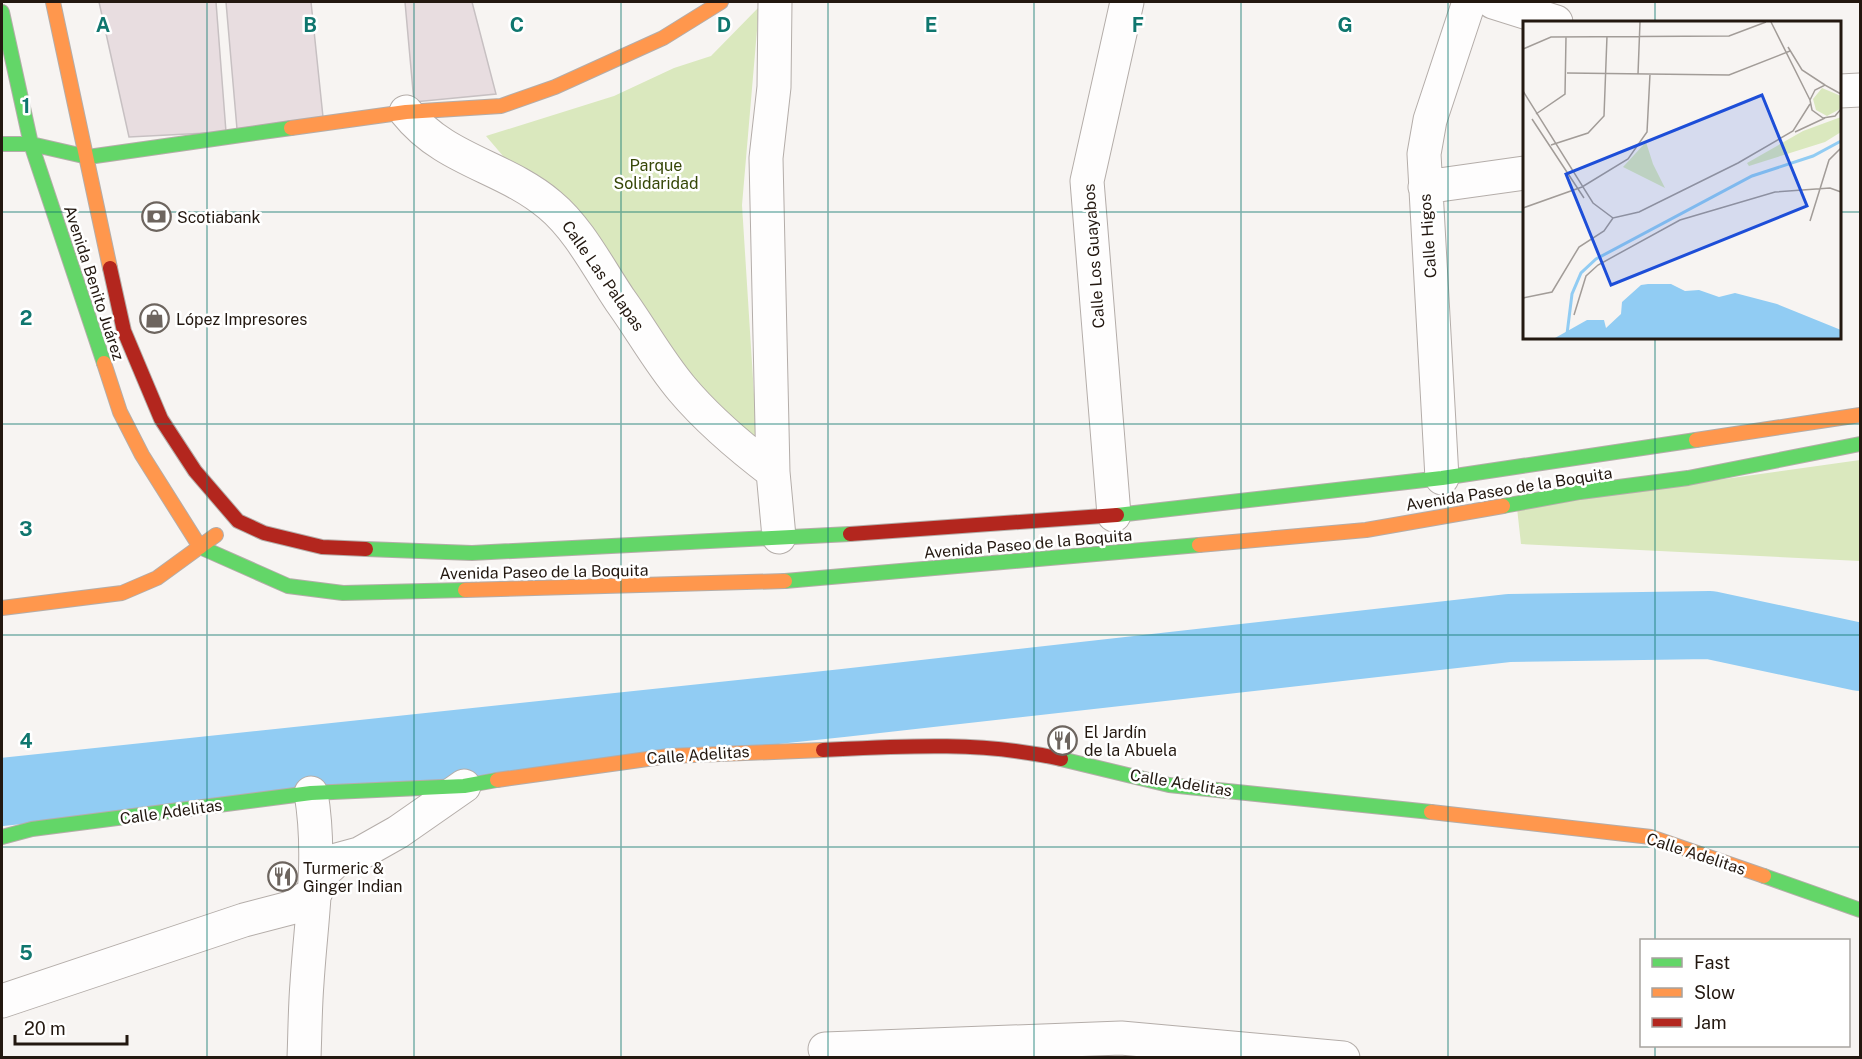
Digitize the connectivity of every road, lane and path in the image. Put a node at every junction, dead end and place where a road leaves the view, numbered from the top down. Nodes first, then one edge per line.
1 (53, 2) edge
2 (721, 2) edge
3 (775, 2) edge
4 (1127, 2) edge
5 (1469, 2) edge
6 (1492, 2) edge
7 (2, 12) edge
8 (1553, 21) edge
9 (1860, 90) edge
10 (1841, 91) edge
11 (406, 112) junction
12 (2, 144) edge
13 (31, 144) junction
14 (88, 157) junction
15 (1523, 173) edge
16 (1425, 187) junction
17 (1860, 415) edge
18 (1860, 444) edge
19 (773, 472) junction
20 (1442, 478) junction
21 (1114, 514) junction
22 (238, 521) junction
23 (779, 537) junction
24 (200, 547) junction
25 (2, 608) edge
26 (464, 786) junction
27 (311, 794) junction
28 (2, 837) edge
29 (317, 885) junction
30 (1860, 910) edge
31 (2, 1001) edge
32 (825, 1049) dead end
33 (304, 1058) edge
34 (1343, 1058) edge

1 - 14 main road, Avenida Benito Juárez
2 - 11 main road
3 - 19 street
4 - 21 street, Calle Los Guayabos
5 - 16 street, Calle Higos
6 - 8 street
7 - 13 main road, Avenida Benito Juárez
9 - 10 street
11 - 14 main road
11 - 19 street, Calle Las Palapas
12 - 13 main road
13 - 14 main road
13 - 24 main road, Avenida Benito Juárez
14 - 22 main road, Avenida Benito Juárez
15 - 16 street
16 - 20 street, Calle Higos
17 - 20 main road, Avenida Paseo de la Boquita
18 - 24 main road, Avenida Paseo de la Boquita
19 - 23 street
20 - 21 main road, Avenida Paseo de la Boquita
21 - 23 main road, Avenida Paseo de la Boquita
22 - 23 main road, Avenida Paseo de la Boquita
22 - 24 main road
24 - 25 main road
26 - 27 main road, Calle Adelitas
26 - 29 street
26 - 30 main road, Calle Adelitas
27 - 28 main road, Calle Adelitas
27 - 29 street
29 - 31 street
29 - 33 street
32 - 34 street

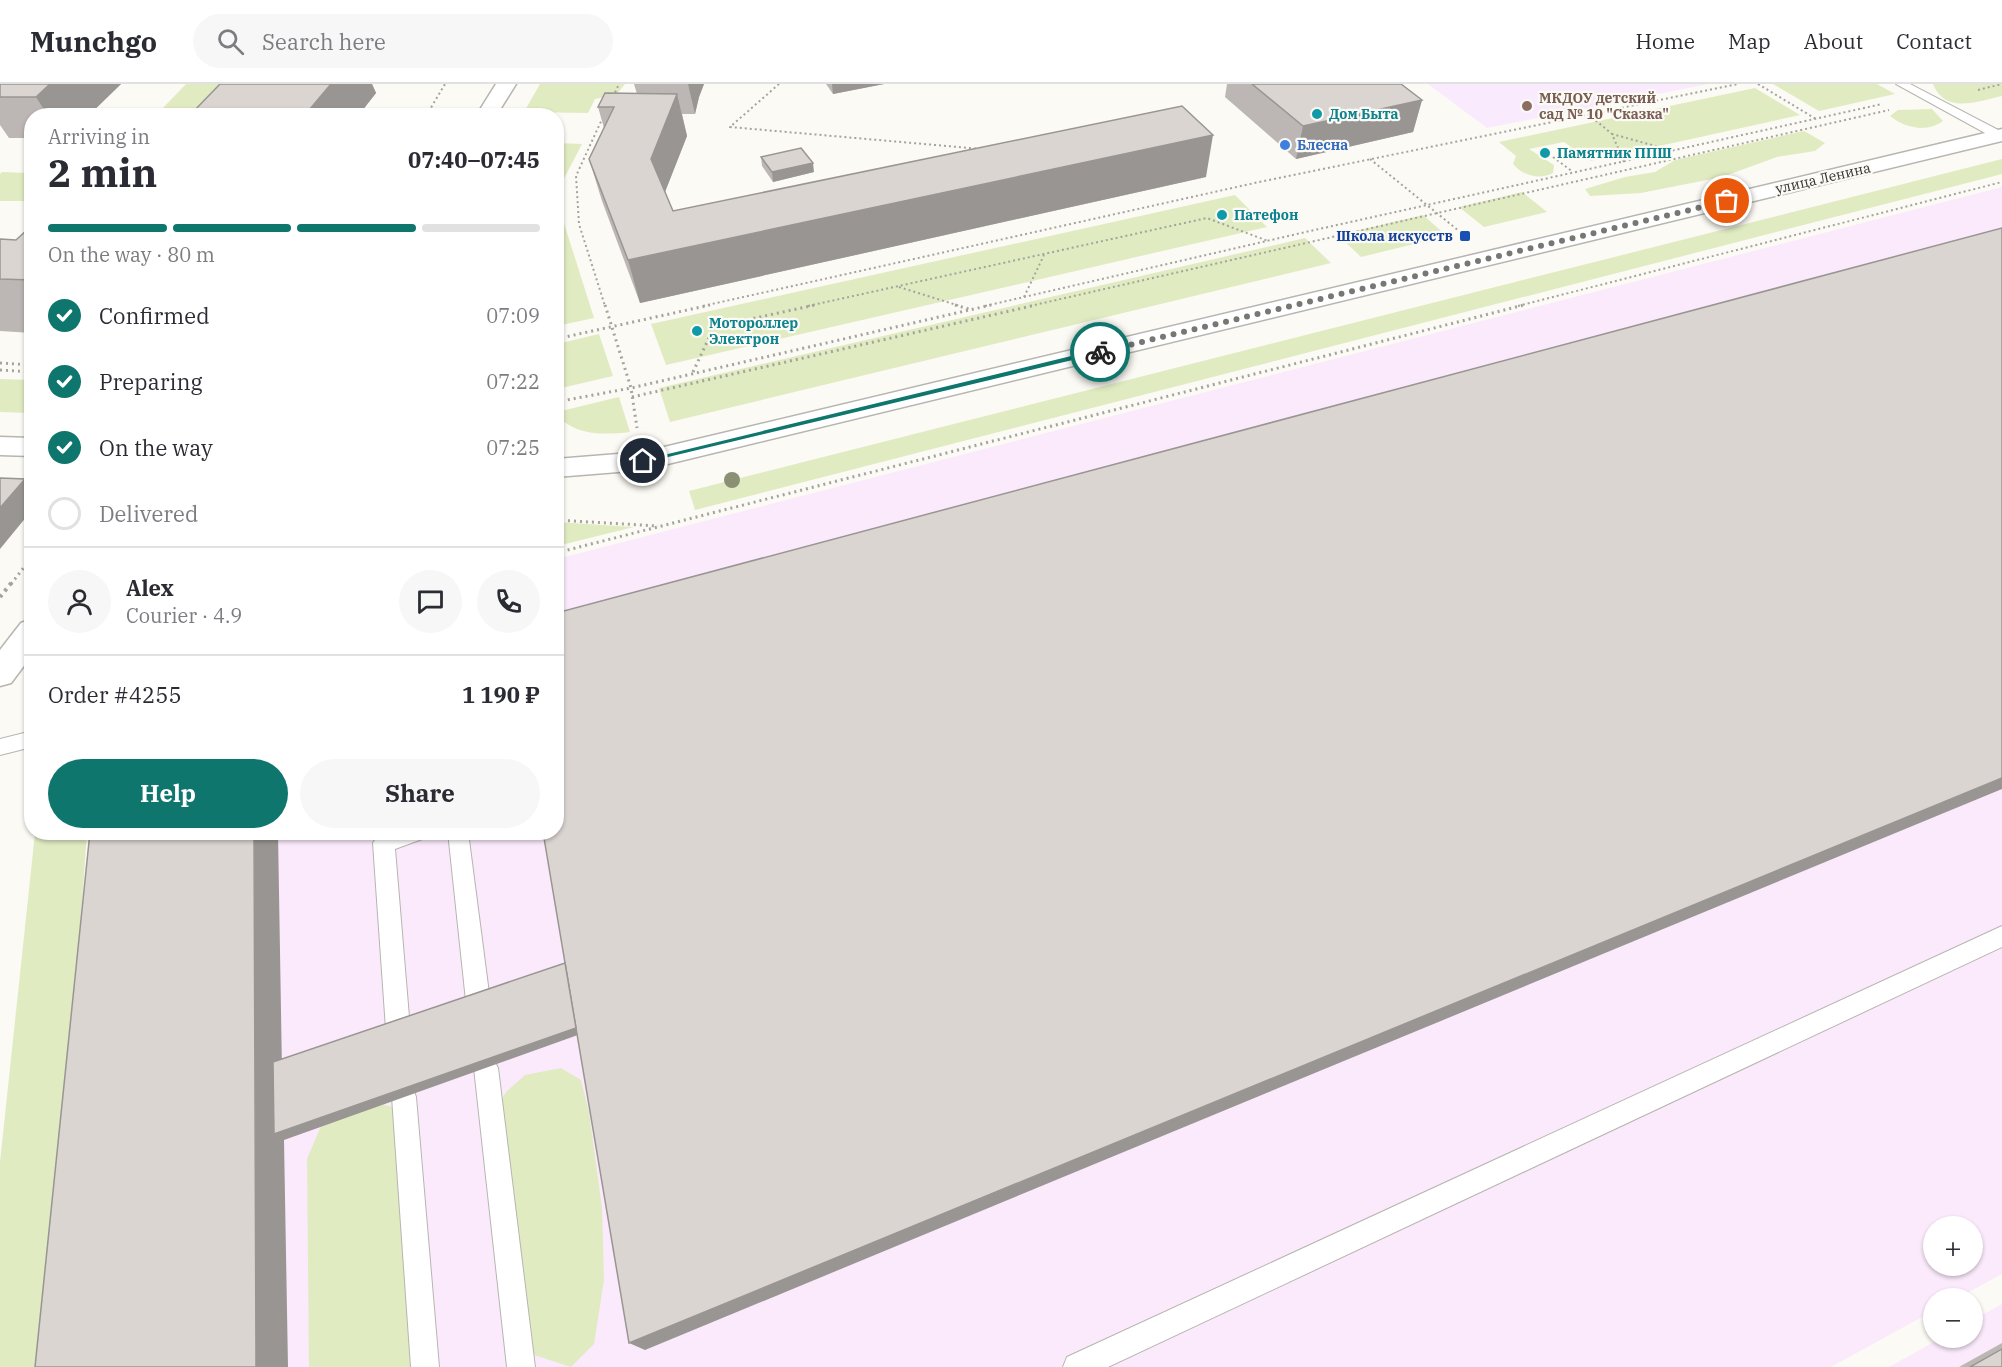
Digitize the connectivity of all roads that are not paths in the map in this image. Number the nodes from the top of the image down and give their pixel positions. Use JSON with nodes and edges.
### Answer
{"nodes":[{"id":1,"x":506,"y":84,"type":"edge"},
{"id":2,"x":1902,"y":84,"type":"edge"},
{"id":3,"x":491,"y":108,"type":"edge"},
{"id":4,"x":2001,"y":136,"type":"edge"},
{"id":5,"x":0,"y":446,"type":"edge"},
{"id":6,"x":24,"y":447,"type":"edge"},
{"id":7,"x":564,"y":467,"type":"edge"},
{"id":8,"x":24,"y":642,"type":"edge"},
{"id":9,"x":0,"y":674,"type":"edge"},
{"id":10,"x":24,"y":741,"type":"edge"},
{"id":11,"x":0,"y":747,"type":"edge"},
{"id":12,"x":393,"y":840,"type":"edge"},
{"id":13,"x":459,"y":840,"type":"edge"},
{"id":14,"x":2002,"y":936,"type":"edge"},
{"id":15,"x":478,"y":1001,"type":"edge"},
{"id":16,"x":398,"y":1029,"type":"edge"},
{"id":17,"x":486,"y":1068,"type":"edge"},
{"id":18,"x":404,"y":1097,"type":"edge"},
{"id":19,"x":424,"y":1367,"type":"edge"},
{"id":20,"x":521,"y":1367,"type":"edge"},
{"id":21,"x":1077,"y":1367,"type":"edge"}],
"edges":[{"from":1,"to":3,"type":"street"},
{"from":2,"to":4,"type":"lane"},
{"from":4,"to":7,"type":"street","name":"улица Ленина"},
{"from":5,"to":6,"type":"street"},
{"from":8,"to":9,"type":"street"},
{"from":10,"to":11,"type":"lane"},
{"from":12,"to":16,"type":"lane"},
{"from":13,"to":15,"type":"lane"},
{"from":14,"to":21,"type":"lane"},
{"from":17,"to":20,"type":"lane"},
{"from":18,"to":19,"type":"lane"}]}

::::::::

Required action: Where the word "edges" is present in a line of the listing, copy that line.

Task solution:
Digitize the connectivity of all roads that are not paths in the map in this image. Number the nodes from the top of the image down and give their pixel positions. Use JSON with nodes and edges.
"edges":[{"from":1,"to":3,"type":"street"},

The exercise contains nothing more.